Milagro en la celda 7

En primer plano, varias margaritas —una de ellas ocupa el centro del encuadre— al borde del camino. De pronto, irrumpen militares marchando. Lo que esperamos entonces, por pura memoria cinéfila, es que una bota las pise a modo de evidente metáfora de la barbarie arramblando con la belleza del mundo. Pero Öztekin es más sutil: emplea el desenfoque para que las flores pierdan preeminencia frente al paso de los soldados. Nos olvidamos durante unos segundos de ellas, pero siguen allí, imbatibles en su humildad. El plano no culmina aquí, sino que va más allá: de repente, uno de los hombres se detiene junto a las margaritas para atar su bota y, cuando la cámara se eleva, descubrimos que es un desertor que se da a la fuga. Un alma cándida que, según sabremos más adelante, ya no podía soportar la implacable vida castrense.

Milagro en la celda 7

En la escena subsiguiente, asistimos a un desfile de cariz muy distinto: lo protagonizan niños. En los planos inaugurales, de corte claramente costumbrista, estos desfilan cándidamente bajo un prisma casi documental en su exposición colectiva y poliédrica del evento. Dos elementos perversos matizan el tono: la percusión militar que marca el ritmo, y la presencia, al principio esquinada, del ejército en cada plano. Incluso mientras Memo reparte manzanas asadas, los uniformes no dejan de figurar de algún modo.
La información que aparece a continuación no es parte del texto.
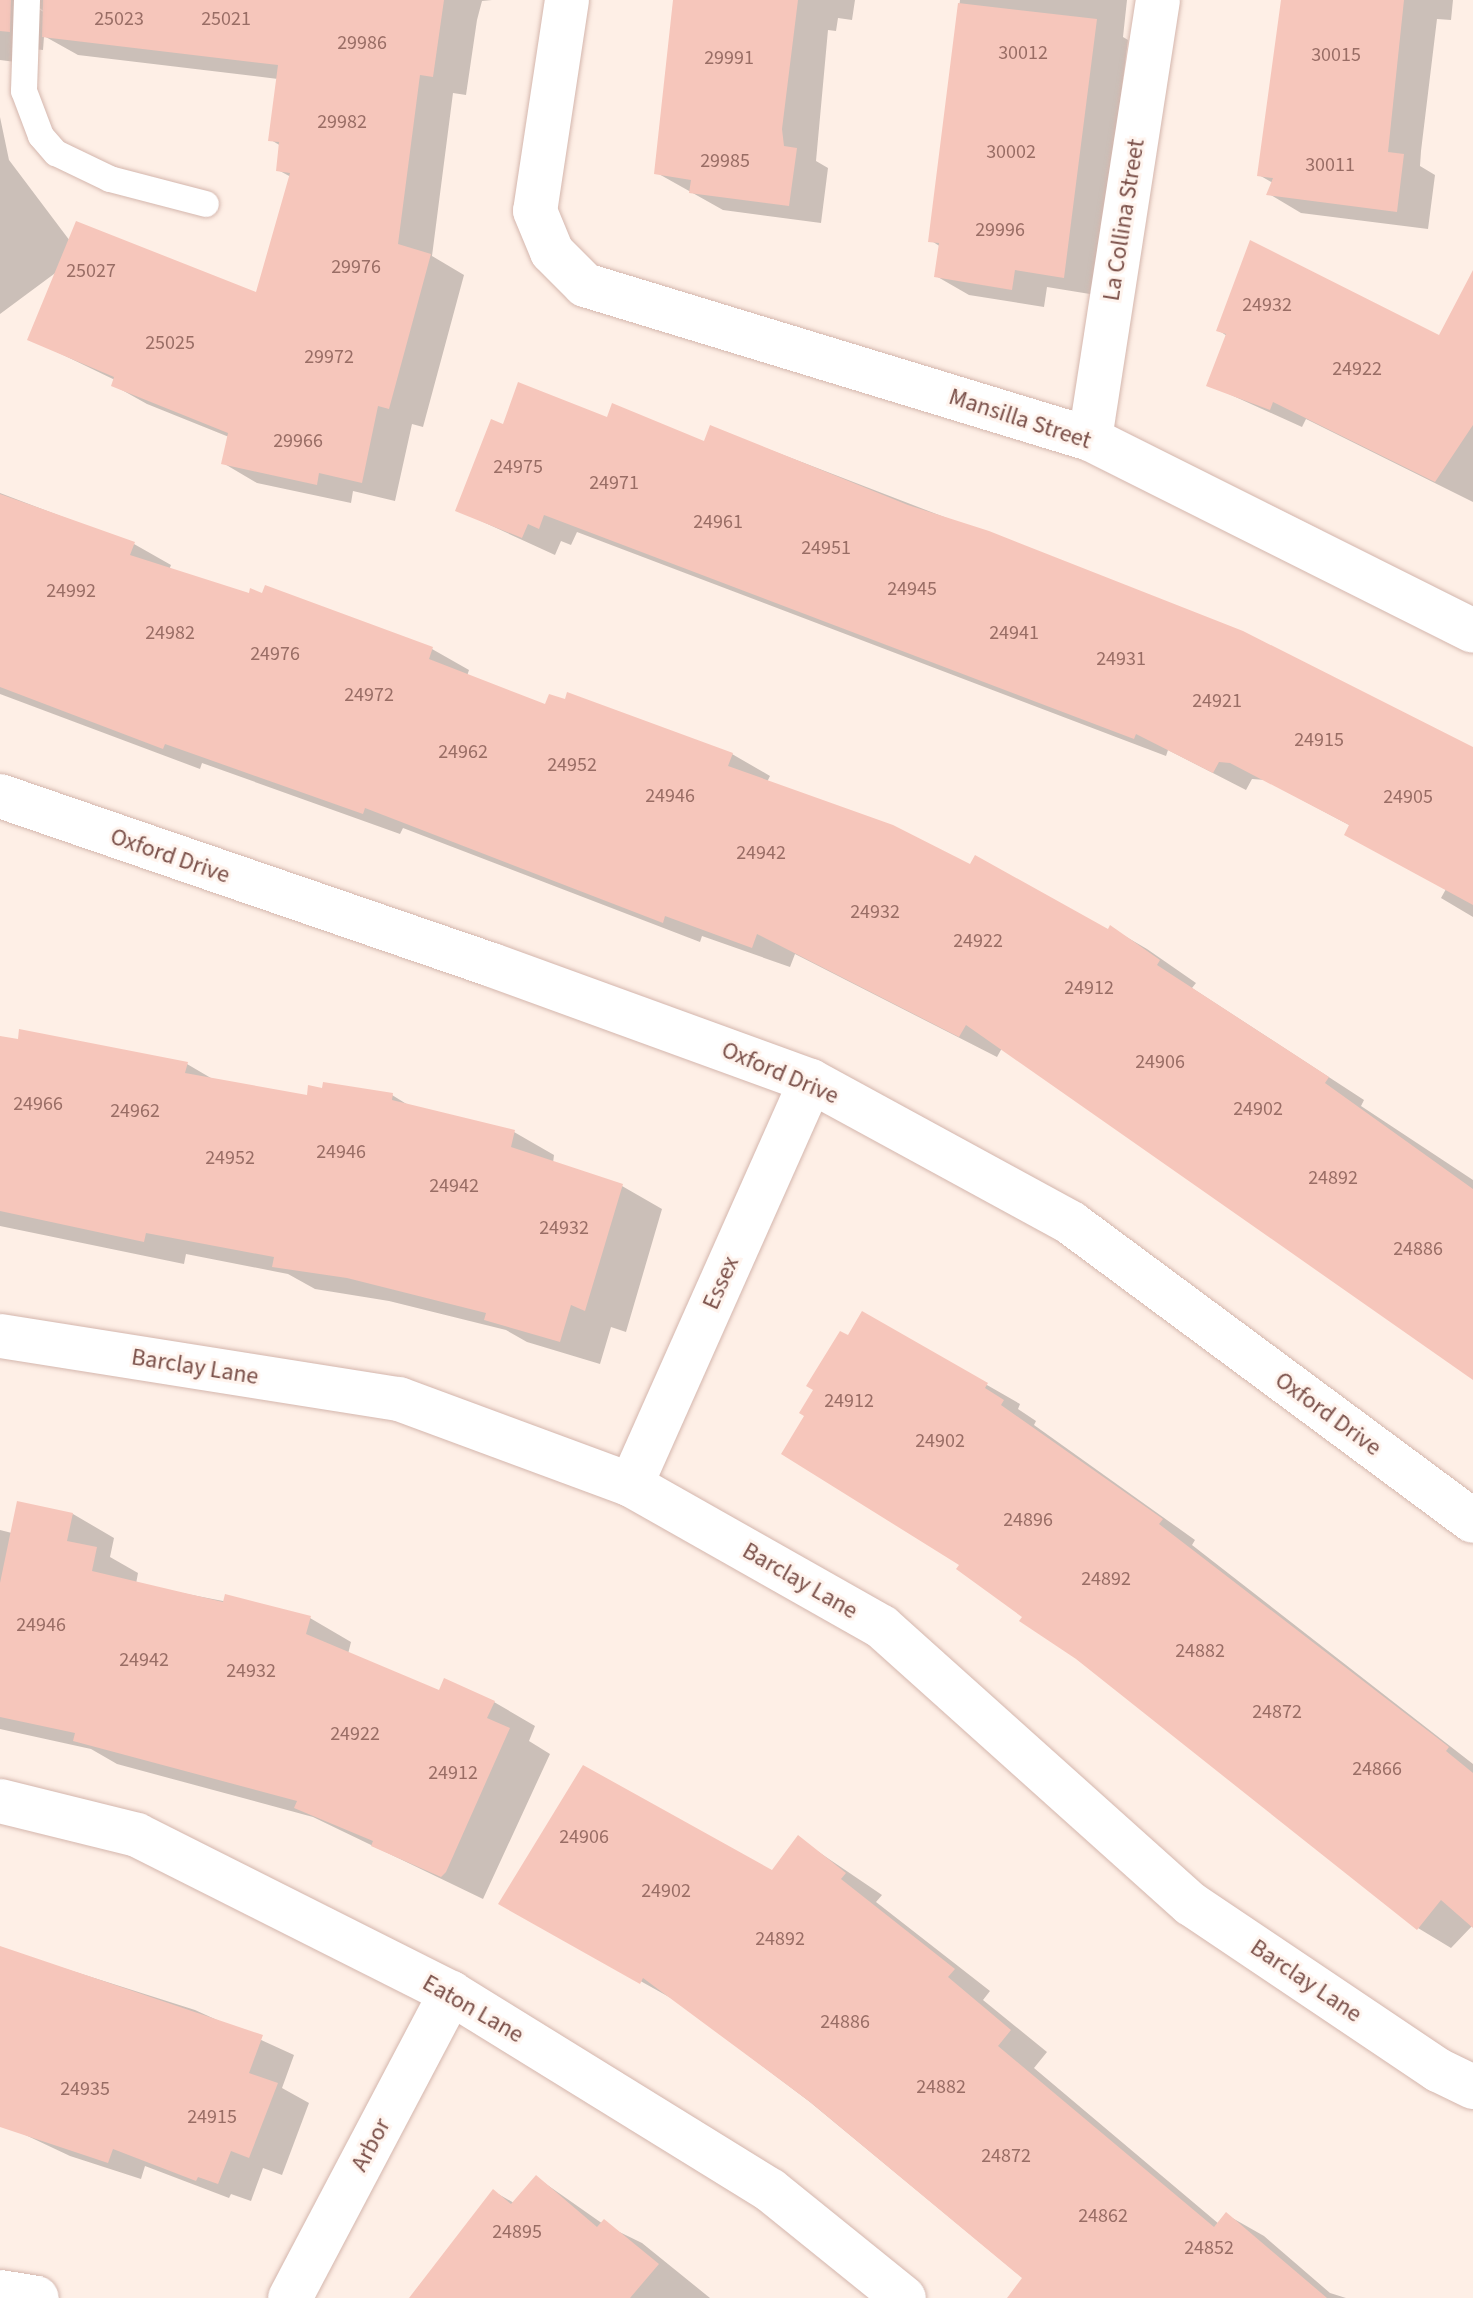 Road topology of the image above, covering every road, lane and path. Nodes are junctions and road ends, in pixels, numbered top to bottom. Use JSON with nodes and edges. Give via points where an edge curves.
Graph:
{"nodes":[{"id":1,"x":27,"y":0,"type":"edge"},
{"id":2,"x":567,"y":0,"type":"edge"},
{"id":3,"x":1158,"y":0,"type":"edge"},
{"id":4,"x":206,"y":204,"type":"dead end"},
{"id":5,"x":1090,"y":439,"type":"junction"},
{"id":6,"x":1473,"y":631,"type":"edge"},
{"id":7,"x":0,"y":796,"type":"edge"},
{"id":8,"x":811,"y":1081,"type":"junction"},
{"id":9,"x":0,"y":1336,"type":"edge"},
{"id":10,"x":631,"y":1485,"type":"junction"},
{"id":11,"x":1473,"y":1521,"type":"edge"},
{"id":12,"x":0,"y":1801,"type":"edge"},
{"id":13,"x":451,"y":1993,"type":"junction"},
{"id":14,"x":1473,"y":2087,"type":"edge"},
{"id":15,"x":0,"y":2292,"type":"edge"},
{"id":16,"x":37,"y":2298,"type":"edge"},
{"id":17,"x":290,"y":2298,"type":"edge"},
{"id":18,"x":904,"y":2298,"type":"edge"}],
"edges":[{"from":1,"to":4,"type":"lane","via":[[24,91],[49,145],[110,179]]},
{"from":2,"to":5,"type":"street","name":"Mansilla Street","via":[[535,211],[552,252],[585,285]]},
{"from":3,"to":5,"type":"street","name":"La Collina Street"},
{"from":5,"to":6,"type":"street","name":"Mansilla Street"},
{"from":7,"to":8,"type":"street","name":"Oxford Drive"},
{"from":8,"to":10,"type":"street","name":"Essex"},
{"from":8,"to":11,"type":"street","name":"Oxford Drive","via":[[1071,1223]]},
{"from":9,"to":10,"type":"street","name":"Barclay Lane","via":[[399,1399]]},
{"from":10,"to":14,"type":"street","name":"Barclay Lane","via":[[882,1627],[1191,1904],[1438,2070]]},
{"from":12,"to":13,"type":"street","name":"Eaton Lane","via":[[137,1835]]},
{"from":13,"to":17,"type":"street","name":"Arbor"},
{"from":13,"to":18,"type":"street","name":"Eaton Lane","via":[[770,2190]]},
{"from":15,"to":16,"type":"street"}]} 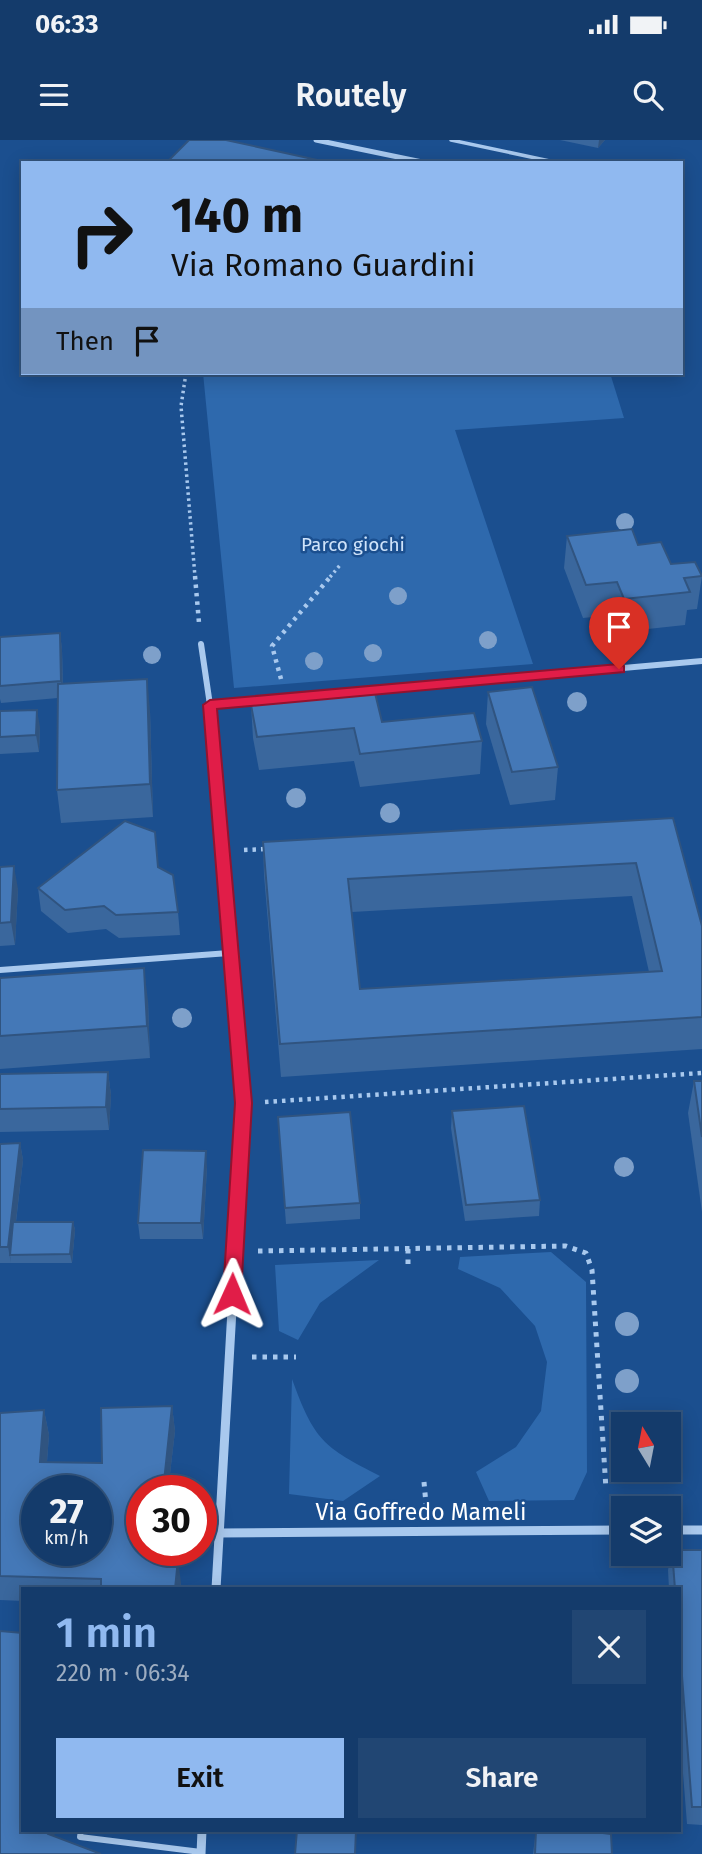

La lógica que sigue esta urdimbre de imágenes es diametralmente opuesta a la analizada previamente: lo que va emergiendo poco a poco con fuerza, a partir de un montaje crecientemente brusco, es el triunfo de la lógica militar sobre los (falsos) protagonistas infantiles del acto. Desde que Memo tropieza con uno de los uniformados, se sucede un torrente de imágenes breves, de apariencia inocua, pero cargadas en su celeridad de una inquietante tensión interna. El primer plano de un fusil, con el fondo desenfocado, es el rotundo punto y final de la idea que transmite la escena: el triunfo decisivo de un régimen de lo real que tratará, en vano, de doblegar la dignidad de Memo, esa margarita que se las ha arreglado para crecer y sobrevivir a un lado de la carretera.